Speaker: Giampaolo Ferraioli
Affiliation: Department of Science and Technology, University of Naples Parthenope, Naples, Italy
Report Title: Supervised Deep Learning for SAR Despekling: handling the lack of reference and evaluating the results
Abstract:
In recent years, the SAR processing domain has been shifting from traditional model-based solutions to deep learning (DL) approaches. While the results achieved so far are impressive, many challenges remain open. A major issue shared by DL-based methods for SAR despeckling is the lack of real ground truth data to serve as a reliable reference. This limitation has two key consequences: (1) supervised training approaches lack the necessary input/reference data, and (2) it is not possible to perform fair and objective comparisons of the obtained results. This tutorial addresses both problems, focusing on the current state-of-the-art solutions as well as emerging perspectives. The goal is to stimulate open discussion on the presented results and highlight promising directions for future research.
Biography:
Giampaolo Ferraioli was born in Lagonegro, Italy, in 1982. He received the BS and MS degrees and the Ph.D. degree in Telecommunication Engineering. He has been Visiting Scientist at Département TSI of Télécom ParisTech, Paris, France.
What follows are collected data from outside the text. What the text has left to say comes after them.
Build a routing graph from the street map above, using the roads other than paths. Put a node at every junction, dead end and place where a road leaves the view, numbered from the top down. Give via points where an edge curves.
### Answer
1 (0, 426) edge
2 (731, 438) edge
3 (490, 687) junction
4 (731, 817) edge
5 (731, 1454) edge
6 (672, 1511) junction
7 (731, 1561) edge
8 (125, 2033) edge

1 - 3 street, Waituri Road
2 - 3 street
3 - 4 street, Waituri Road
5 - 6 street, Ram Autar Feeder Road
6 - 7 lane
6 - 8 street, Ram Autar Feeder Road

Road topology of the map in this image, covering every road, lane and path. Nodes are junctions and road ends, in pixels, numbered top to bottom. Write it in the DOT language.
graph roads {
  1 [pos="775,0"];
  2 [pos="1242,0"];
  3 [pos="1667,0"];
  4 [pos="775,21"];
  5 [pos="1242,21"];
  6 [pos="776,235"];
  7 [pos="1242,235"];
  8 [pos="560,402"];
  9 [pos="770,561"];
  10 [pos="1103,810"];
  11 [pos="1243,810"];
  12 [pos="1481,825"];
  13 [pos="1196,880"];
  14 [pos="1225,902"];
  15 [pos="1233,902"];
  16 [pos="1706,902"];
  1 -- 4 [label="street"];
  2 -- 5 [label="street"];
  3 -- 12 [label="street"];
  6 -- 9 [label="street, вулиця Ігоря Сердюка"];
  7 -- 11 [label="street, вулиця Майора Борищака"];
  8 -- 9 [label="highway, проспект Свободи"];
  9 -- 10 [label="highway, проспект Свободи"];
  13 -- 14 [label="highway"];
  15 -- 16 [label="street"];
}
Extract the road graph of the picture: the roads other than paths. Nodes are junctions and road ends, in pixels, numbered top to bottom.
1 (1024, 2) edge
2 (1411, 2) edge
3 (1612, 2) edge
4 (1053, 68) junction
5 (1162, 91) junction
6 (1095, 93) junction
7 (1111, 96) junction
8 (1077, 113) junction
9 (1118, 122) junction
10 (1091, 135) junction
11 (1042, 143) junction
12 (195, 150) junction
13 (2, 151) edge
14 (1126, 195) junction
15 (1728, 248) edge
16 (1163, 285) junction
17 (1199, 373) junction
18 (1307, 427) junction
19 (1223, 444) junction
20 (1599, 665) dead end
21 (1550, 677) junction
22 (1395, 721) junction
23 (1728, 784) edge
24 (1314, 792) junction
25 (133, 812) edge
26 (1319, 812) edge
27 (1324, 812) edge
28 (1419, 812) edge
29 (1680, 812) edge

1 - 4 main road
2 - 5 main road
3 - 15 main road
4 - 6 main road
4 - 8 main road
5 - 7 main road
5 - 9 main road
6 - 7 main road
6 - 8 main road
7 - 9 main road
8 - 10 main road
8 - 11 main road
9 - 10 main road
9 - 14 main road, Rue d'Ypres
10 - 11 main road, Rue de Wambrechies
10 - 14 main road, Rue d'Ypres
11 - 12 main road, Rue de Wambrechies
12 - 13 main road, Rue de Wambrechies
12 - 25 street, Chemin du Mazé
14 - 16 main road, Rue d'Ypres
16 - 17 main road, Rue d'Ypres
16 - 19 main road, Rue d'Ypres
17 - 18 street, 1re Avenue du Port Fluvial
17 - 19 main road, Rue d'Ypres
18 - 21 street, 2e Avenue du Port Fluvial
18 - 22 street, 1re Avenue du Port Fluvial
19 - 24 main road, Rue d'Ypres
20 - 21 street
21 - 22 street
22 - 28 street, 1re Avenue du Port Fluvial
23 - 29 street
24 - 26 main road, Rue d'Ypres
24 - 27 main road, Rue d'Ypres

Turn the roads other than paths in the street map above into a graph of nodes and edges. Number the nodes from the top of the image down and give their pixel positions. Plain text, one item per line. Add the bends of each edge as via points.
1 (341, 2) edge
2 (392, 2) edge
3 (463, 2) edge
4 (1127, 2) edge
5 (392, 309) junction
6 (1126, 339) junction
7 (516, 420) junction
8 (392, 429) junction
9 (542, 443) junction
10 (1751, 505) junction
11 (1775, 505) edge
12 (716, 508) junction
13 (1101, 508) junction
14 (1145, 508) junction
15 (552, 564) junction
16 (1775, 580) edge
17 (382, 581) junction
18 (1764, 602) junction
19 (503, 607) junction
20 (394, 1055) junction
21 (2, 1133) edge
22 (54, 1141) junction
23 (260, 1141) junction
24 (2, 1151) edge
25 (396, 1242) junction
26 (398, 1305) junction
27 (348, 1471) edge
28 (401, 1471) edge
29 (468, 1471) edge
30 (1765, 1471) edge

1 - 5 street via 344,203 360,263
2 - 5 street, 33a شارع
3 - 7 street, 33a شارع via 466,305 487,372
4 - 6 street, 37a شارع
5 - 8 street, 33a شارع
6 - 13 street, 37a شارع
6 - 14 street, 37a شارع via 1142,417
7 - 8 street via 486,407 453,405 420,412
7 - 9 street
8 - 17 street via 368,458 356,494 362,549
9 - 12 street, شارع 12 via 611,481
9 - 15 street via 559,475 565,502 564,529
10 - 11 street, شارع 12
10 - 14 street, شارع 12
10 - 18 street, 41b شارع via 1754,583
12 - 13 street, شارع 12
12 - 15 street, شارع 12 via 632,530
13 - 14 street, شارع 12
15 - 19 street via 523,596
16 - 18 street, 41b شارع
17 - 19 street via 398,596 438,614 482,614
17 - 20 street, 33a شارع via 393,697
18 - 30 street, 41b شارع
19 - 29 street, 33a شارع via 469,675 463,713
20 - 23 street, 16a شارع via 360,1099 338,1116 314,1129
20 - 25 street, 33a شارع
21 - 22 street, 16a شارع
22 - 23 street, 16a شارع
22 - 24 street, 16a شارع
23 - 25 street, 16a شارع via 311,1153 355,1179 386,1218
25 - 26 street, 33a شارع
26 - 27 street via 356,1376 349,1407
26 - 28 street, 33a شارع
Currently, he is an Associate Professor with Università degli Studi di Napoli Parthenope. His main research interests deal with Statistical Signal and Image Processing, Radar Systems, Synthetic Aperture Radar, Image Restoration and Deep Learning. He is author of more than 150 papers published on international journals and on international conference proceedings. He won the “IEEE 2009 Best European PhD Thesis in Remote Sensing” prize, sponsored by IEEE Geoscience and Remote Sensing Society. He serves as Associate Editor of IEEE Geoscience and Remote Sensing Letters, as Associate Editor of IEEE Journal on Miniaturization for Air and Space Systems and he is in the Editorial Board of MDPI Remote Sensing.